Once napaudioadvanced is installed, the quickest way to try it out is by extending the example app that is found in the apps folder. Open the project info file called app.json and add the module as a dependency:
"RequiredModules": [
"napexample",
"napapp",
"napparametergui",
"napaudioadvanced"
],
Once this is done, start napkin and open example/app.json. We can see that the example app already contains a window, a camera entity and a gnomon entity. (the xyz axis symbol)
Add a nap::audio::Graph resource to your app's resources. The Graph is the blank canvas to design your audio processing pipeline. The Graph has three properties: Objects, Input and Output. The Objects property is a vector to which you can add the processing blocks that make up your pipeline. Lets play back an audio file and rout it through a lowpass filter and a reverb. Add a BufferPlayer, a Filter and a Reverb47. Now set the filter's Input property to the buffer player and the reverb's Input property to the filter. Finally set the graph's Output property to the reverb. Now we completed the processing pipeline design.
As you can see Napkin generates unique ID names for all the resources you add. Feel free to change them however you wish, but make sure to call the Filte "Filter", because we will address it from within our code later.

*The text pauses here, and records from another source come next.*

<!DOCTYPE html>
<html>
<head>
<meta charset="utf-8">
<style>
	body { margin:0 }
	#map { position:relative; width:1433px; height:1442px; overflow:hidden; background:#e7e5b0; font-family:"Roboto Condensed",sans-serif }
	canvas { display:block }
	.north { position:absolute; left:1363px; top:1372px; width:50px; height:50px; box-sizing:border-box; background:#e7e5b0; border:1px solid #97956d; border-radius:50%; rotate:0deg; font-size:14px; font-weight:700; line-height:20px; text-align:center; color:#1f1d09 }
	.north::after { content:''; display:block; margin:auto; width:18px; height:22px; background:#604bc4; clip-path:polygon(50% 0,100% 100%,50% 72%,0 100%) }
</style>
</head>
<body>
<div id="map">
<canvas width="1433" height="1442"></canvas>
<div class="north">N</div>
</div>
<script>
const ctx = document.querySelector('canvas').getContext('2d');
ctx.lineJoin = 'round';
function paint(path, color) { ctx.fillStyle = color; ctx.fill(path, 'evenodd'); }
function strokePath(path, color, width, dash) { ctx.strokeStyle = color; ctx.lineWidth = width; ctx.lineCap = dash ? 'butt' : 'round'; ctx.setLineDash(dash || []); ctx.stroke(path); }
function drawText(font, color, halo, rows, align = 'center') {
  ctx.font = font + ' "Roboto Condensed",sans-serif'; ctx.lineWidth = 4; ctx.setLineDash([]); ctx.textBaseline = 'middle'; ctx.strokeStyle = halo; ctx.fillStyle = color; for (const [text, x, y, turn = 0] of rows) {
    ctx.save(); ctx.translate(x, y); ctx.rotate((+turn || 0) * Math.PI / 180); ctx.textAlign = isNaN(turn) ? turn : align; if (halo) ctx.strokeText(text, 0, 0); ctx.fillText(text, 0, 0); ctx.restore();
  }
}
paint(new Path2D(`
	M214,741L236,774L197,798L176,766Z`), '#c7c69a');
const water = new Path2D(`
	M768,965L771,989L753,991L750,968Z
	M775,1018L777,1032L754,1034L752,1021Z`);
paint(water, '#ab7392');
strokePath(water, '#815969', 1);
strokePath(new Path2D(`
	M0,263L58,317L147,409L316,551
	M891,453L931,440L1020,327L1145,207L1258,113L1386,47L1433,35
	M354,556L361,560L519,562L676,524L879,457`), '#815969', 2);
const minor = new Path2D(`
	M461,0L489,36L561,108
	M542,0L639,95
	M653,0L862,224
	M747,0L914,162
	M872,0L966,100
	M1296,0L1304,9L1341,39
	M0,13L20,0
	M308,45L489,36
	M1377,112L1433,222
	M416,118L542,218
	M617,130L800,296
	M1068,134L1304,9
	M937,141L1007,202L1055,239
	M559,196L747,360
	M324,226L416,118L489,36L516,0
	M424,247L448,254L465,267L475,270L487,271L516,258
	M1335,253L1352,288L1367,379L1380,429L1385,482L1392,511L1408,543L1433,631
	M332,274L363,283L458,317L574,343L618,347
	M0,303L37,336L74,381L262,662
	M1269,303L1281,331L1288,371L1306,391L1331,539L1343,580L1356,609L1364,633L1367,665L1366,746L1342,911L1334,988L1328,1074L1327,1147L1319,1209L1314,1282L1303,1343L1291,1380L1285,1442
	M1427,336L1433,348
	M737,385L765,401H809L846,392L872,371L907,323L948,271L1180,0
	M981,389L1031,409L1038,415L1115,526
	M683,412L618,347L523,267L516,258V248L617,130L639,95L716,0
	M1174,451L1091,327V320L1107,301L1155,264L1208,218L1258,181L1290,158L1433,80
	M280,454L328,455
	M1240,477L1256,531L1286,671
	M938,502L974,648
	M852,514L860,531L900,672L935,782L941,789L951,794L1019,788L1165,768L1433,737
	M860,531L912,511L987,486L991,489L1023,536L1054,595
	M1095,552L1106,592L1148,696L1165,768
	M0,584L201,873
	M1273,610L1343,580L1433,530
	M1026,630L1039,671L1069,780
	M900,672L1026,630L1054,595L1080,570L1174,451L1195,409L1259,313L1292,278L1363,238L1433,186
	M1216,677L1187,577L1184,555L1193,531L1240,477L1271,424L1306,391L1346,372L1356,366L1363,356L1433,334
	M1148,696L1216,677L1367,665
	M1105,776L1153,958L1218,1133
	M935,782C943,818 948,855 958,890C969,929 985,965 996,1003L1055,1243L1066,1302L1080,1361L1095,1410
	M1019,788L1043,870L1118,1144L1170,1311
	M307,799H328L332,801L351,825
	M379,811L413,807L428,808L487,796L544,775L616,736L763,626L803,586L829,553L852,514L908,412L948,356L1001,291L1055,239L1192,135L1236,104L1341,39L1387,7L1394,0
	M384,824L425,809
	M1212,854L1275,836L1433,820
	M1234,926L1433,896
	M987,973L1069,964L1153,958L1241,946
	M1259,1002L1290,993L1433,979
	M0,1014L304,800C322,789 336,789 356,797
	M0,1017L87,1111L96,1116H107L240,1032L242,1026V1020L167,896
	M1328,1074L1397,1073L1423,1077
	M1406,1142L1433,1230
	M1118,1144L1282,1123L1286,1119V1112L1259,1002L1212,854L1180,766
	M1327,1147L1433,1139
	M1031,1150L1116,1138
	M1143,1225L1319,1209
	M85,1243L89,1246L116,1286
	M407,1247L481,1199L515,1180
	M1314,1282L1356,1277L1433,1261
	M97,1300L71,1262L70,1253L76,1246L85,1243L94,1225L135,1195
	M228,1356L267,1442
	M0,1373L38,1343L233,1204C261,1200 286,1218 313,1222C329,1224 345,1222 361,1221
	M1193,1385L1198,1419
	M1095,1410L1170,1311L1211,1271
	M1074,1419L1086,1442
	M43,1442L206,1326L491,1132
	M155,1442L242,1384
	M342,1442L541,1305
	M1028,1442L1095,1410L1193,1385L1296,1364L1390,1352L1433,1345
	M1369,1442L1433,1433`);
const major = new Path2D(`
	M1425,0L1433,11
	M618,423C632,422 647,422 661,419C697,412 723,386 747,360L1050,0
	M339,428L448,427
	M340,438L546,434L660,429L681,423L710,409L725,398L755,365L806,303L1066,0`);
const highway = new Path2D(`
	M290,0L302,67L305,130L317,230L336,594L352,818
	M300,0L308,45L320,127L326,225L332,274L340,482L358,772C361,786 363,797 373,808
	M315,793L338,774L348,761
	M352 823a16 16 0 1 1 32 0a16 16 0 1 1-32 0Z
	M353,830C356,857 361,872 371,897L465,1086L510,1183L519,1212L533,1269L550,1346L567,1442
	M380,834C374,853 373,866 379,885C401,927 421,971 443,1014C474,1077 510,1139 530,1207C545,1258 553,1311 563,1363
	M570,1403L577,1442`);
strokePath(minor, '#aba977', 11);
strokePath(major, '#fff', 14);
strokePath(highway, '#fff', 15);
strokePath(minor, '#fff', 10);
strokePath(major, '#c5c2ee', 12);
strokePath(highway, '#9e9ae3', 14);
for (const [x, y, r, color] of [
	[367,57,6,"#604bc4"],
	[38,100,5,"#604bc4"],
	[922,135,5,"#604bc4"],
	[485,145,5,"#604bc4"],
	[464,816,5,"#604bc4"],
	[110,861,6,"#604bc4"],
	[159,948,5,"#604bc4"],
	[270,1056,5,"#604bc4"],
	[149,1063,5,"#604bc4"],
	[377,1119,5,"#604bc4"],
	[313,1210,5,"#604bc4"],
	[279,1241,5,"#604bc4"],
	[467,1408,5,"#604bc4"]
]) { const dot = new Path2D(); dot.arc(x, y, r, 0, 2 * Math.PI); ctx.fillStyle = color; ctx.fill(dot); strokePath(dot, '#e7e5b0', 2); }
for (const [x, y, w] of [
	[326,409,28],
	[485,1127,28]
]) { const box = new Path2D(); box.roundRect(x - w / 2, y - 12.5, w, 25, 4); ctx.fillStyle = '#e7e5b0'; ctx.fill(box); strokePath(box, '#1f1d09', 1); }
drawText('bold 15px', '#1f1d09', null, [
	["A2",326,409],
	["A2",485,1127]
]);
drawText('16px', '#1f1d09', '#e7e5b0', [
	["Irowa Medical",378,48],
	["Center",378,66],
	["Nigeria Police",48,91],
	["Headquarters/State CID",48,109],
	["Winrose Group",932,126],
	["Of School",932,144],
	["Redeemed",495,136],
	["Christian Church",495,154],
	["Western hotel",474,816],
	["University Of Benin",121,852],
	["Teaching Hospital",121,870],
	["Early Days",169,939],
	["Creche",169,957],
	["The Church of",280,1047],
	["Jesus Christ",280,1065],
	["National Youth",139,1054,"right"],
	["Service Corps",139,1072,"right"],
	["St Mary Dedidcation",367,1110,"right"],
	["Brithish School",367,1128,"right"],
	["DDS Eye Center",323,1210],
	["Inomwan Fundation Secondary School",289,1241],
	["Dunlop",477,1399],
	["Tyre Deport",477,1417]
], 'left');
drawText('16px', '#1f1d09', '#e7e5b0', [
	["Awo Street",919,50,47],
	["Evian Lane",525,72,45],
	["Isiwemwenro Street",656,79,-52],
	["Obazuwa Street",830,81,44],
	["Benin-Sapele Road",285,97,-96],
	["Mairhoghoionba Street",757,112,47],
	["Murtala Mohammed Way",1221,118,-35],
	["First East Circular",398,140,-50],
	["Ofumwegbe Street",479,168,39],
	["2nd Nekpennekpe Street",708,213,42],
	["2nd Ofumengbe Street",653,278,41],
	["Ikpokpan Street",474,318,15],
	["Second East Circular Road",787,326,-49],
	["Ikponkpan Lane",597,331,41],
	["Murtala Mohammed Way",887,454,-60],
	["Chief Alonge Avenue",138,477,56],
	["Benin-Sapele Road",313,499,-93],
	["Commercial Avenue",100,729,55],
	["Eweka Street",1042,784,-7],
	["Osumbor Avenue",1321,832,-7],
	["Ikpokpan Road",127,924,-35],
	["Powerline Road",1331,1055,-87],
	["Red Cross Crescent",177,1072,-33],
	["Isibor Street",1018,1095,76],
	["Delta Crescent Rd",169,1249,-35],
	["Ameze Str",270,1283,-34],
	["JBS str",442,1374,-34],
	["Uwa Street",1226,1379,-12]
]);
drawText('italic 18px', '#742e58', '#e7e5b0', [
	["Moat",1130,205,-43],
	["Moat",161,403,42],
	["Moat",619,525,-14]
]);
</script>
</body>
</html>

To provide the BufferPlayer in the graph with something to play, add a nap::audio::AudioFileResource to the app's resources. Copy the audio file demos/audioplayback/data/hang.mp3 (or any other audio file) to the apps/example/data directory, and make the AudioFilePath property in the AudioFileResource point to it. Finally make the Buffer property in the BufferPlayer in the Graph point to the AudioFileResource.
The audio graph that we specified can be seen as only a design for the actual processing code. In order to put it to use we have to instantiate the graph resource. (a common design pattern throughout NAP) We do so by creating an entity, let's call it Audio, and add an audio::AudioComponent and an audio::OutputComponent. Double click on the Object property within the AudioComponent and create a audio::GraphObject. Make its Graph property point to our graph resource. Make the Input property of the OutputComponent point to the AudioComponent. Finally, add the AudioEntity to the app's Scene on the scene panel in Napkin.
What does this all mean?
The AudioComponent manages and instances any subclass of AudioObject. AudioObjects are objects that (much like Components) have a resource and instance counterpart. The audio::GraphObject within the AudioComponent is an AudioObject that manages a Graph, but all objects within the graph are in turn AudioObjects as well. This allows the nesting of graphs.

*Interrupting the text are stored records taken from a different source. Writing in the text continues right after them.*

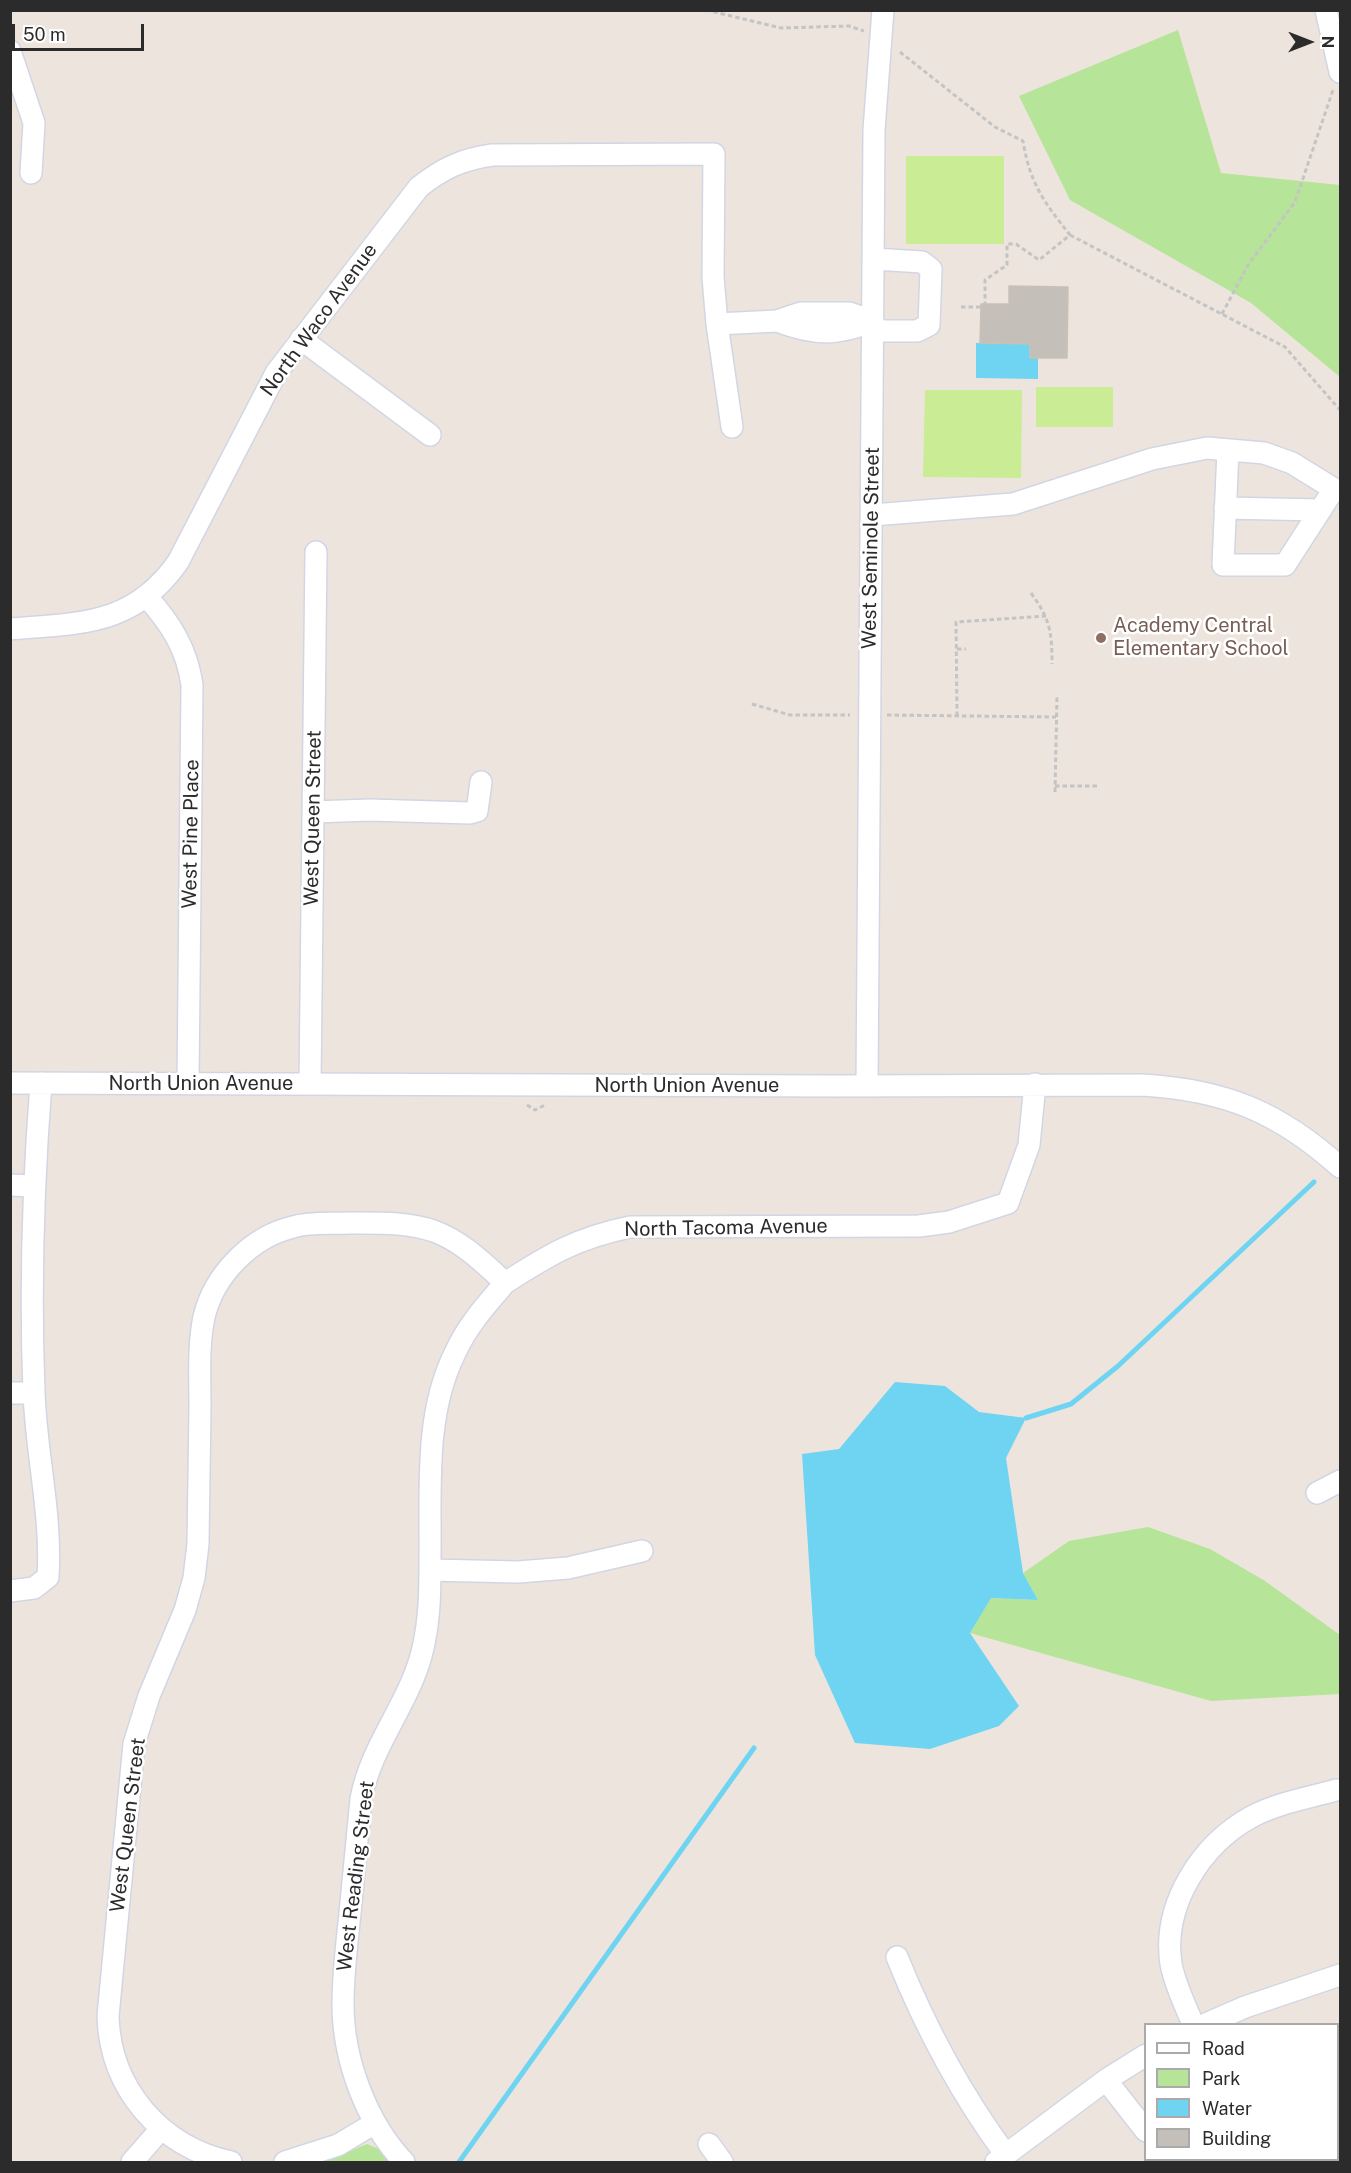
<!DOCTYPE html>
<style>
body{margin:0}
#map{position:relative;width:1351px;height:2173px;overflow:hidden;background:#ede5dd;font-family:"Public Sans",sans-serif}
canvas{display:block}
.frame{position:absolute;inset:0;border:12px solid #2b2b2b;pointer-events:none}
.legend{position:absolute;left:1144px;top:2023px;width:195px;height:138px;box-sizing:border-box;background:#fff;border:2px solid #aaa;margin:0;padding:8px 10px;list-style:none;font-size:18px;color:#2b2b2b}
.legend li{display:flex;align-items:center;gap:12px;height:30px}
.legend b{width:30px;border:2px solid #aaa}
.north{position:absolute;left:1279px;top:12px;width:60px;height:60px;-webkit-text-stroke:4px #fff;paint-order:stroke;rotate:90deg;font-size:16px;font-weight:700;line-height:24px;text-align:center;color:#2b2b2b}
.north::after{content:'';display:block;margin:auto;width:21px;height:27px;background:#2b2b2b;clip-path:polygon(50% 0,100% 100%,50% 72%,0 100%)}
.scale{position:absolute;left:12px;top:24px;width:132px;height:27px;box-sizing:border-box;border:3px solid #2b2b2b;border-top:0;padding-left:8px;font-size:18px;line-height:21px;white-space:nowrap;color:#2b2b2b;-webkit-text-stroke:4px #fff;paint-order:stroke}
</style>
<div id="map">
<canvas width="1351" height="2173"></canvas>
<div class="frame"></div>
<ul class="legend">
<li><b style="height:8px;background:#fff"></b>Road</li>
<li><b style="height:16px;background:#b6e498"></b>Park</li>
<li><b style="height:16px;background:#6ed4f1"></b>Water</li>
<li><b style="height:16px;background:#c5bfb9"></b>Building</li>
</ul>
<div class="north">N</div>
<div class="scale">50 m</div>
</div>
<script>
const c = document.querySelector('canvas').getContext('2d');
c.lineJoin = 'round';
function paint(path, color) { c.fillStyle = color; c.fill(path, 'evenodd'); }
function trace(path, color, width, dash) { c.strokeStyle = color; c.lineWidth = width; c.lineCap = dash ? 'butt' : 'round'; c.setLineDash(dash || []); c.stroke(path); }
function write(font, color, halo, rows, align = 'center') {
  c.font = font + ' "Public Sans",sans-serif'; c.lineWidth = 5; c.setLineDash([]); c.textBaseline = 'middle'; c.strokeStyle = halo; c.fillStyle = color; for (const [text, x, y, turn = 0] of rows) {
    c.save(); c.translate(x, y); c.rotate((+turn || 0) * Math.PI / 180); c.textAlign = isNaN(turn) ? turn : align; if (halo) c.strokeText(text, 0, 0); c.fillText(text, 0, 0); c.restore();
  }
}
paint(new Path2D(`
 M 1178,30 L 1221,173 L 1340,185 L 1340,377 L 1251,303 L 1070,200 L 1019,96 Z
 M 1148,1527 L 1210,1549 L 1265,1581 L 1340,1635 L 1340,1694 L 1211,1701 L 970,1633 L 990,1598 L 1038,1600 L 1023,1573 L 1069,1541 Z
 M 367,2144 L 381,2150 L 391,2162 L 324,2162 Z`), '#b6e498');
paint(new Path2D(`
 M 906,156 L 1004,156 L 1004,244 L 906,244 Z
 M 1036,387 L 1113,387 L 1113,427 L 1036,427 Z
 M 925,390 L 1022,390 L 1021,478 L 923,477 Z`), '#caec94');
paint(new Path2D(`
 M 976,343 L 1030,344 L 1030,357 L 1038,358 L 1038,379 L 976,378 Z
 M 895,1382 L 945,1386 L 979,1412 L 1026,1418 L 1006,1458 L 1023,1573 L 1038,1600 L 991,1598 L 970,1633 L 1019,1706 L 999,1726 L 930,1749 L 855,1743 L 815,1655 L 802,1454 L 839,1449 Z`), '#6ed4f1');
trace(new Path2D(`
 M 1026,1418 L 1071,1404 L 1118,1366 L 1314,1182
 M 459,2162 L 754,1748`), '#6ed4f1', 5);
const building = new Path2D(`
 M 1009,286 L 1068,287 L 1067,358 L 1030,358 L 1030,344 L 980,343 L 981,304 L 1009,304 Z`);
paint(building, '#c5bfb9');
trace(building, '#c8c1b6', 1.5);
const minor = new Path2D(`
 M 1326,10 L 1340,72
 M 10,51 L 34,123 L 31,173
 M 777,321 C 814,335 836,336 873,321
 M 717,324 L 777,321 L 801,313 L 849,313 L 873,321
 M 873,331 L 917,331 L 929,325 L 931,269 L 922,262 L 874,259
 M 301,339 L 430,435
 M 1225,508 L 1321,510
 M 872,515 L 1013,504 L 1152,459 L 1207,448 L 1264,453 L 1292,463 L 1334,489 L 1285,565 L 1223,565 L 1228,450
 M 147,597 C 171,624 187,649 192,685 L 188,1084
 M 10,629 C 81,623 133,626 178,562 L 276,373 L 419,187 C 442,169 462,159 492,155 L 714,154 L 713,277 L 717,324 L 732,427
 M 313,812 L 370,810 L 470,813 L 477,811 L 481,782
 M 10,1083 L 837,1086 L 1143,1085 C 1225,1090 1279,1112 1340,1167
 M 310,1084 L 316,552
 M 867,1085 L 874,130 L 883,10
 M 10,1185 L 33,1186
 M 10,1393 L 34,1393
 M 1317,1493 L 1340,1481
 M 430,1570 L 518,1572 L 568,1568 L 642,1551
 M 10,1591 L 34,1588 L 48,1577 C 52,1514 36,1454 34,1392 C 30,1289 33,1186 41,1083
 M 897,1957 C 926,2029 960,2093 1006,2155
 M 1193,2024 C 1185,2005 1175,1985 1171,1964 C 1162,1905 1201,1844 1253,1816 C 1278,1803 1308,1798 1336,1790
 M 1206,2024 L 1245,2007 L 1340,1975
 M 1106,2080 L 1146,2131
 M 709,2144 L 722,2162
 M 1176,2160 L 1180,2162
 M 132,2162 L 161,2129
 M 231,2162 C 161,2147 110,2089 108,2016 L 134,1744 L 149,1696 L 185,1610 L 194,1578 L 198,1544 C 199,1498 199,1453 200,1407 C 200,1377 198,1346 204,1317 C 214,1275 251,1237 293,1227 C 310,1222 329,1224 347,1223 C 428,1222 446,1226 505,1283 C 550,1254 577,1238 630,1227 L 919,1226 L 949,1222 L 1008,1203 L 1029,1145 L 1035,1084
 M 285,2162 L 338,2145 L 375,2123
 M 404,2162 C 366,2122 343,2059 343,2004 C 343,1973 347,1943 350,1913 C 354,1875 357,1837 361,1799 C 371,1744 411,1702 423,1648 C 430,1618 430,1589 430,1558 C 431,1490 424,1415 455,1353 C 467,1326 486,1305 505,1283
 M 996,2162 L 1106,2080 L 1146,2055`);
trace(minor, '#d2d6e4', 24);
trace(new Path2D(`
 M 706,10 L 781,28 L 849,26 L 864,31
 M 900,52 L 995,127 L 1023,141 C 1030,184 1044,202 1070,235 L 1039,260 L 1016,244 L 1007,244 L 1007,265 L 985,280 L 985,304
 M 1070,235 L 1285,347 L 1340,410
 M 961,307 L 981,307
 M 1222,314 L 1248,265 L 1295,202 L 1333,90
 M 1031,593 C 1050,619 1052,632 1052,664
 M 957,649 L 966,649
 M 752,704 L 790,715 L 850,715
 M 887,715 L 1056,717
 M 957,716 L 956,622 L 1046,616
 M 1055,786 L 1100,786
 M 1055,792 L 1057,695
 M 527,1105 L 535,1110 L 545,1105`), '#c4c4c4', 3, [4.5, 3]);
trace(minor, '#fff', 21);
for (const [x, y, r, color] of [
 [1101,638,6,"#8d6e63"]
]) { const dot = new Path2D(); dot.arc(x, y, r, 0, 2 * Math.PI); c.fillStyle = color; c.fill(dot); trace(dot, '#fff', 2); }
write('20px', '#2b2b2b', '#fff', [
 ["North Waco Avenue",319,320,-54],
 ["West Seminole Street",871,548,-89],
 ["West Queen Street",313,818,-89],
 ["West Pine Place",191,834,-89],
 ["North Union Avenue",201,1084],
 ["North Union Avenue",687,1086],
 ["North Tacoma Avenue",726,1228,-1],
 ["West Queen Street",128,1825,-83],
 ["West Reading Street",356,1876,-83]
]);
write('20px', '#785e54', '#fff', [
 ["Academy Central",1113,626],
 ["Elementary School",1113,649]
], 'left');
</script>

We are now ready to save our project in Napkin, run the example app and listen to the audio processing pipeline we just designed! This should all work without programming a single line of code.
You will notice that only one output channel of your audio device is sounding though, which can be quite disheartening when working in stereo. This is easily solved by looking at the ChannelCount properties of the AudioObjects within the graph. When we change their values to 2 you will hear a stereo signal. Most AudioObjects are capable of processing any number of channels.
Let's write some code!
Say we want to add a slider that controls the cutoff frequency of the lowpass filter in our audio processing graph. First create a member variable in our app's private section that holds the value of the cutoff frequency slider:
private:
float mFrequency = 1000.f;Then add some code to the implementation of the app's update method:
// Show the cutoff frequency slider
ImGui::Begin("Audio example", nullptr, ImGuiWindowFlags_AlwaysAutoResize);
if (ImGui::SliderFloat("Cutoff Frequency", &mFrequency, 20.f, 22000.f, "%.3f", 4.f))
{
// Get the filter from the audio graph within the audio component
auto audioEntity = mScene->findEntity("AudioEntity");
auto audioComponent = audioEntity->findComponent<audio::AudioComponentInstance>();
auto graphObject = audioComponent->getObject<audio::GraphObjectInstance>();
auto filter = graphObject->getObject<audio::FilterInstance>("Filter");
// Update the filter cutoff frequency for each channel
for (auto channel = 0; channel < filter->getChannelCount(); ++channel)
filter->getChannel(channel)->setFrequency(mFrequency);
}
ImGui::End();This code creates a small GUI window with a slider for the cutoff frequency. When the user moves the slider, the filter object is fetched from the audio graph that is managed by the AudioComponent. Finally the cutoff frequency is updated for each channel of the filter.
Note: it is not best practice to look up the filter object every update loop. Better is to move this logic to a custom sibling component of the AudioComponent. The purpose of this chapter though is to give a quick impression how to work with napaudioadvanced. For a more elaborate example, check out the demo!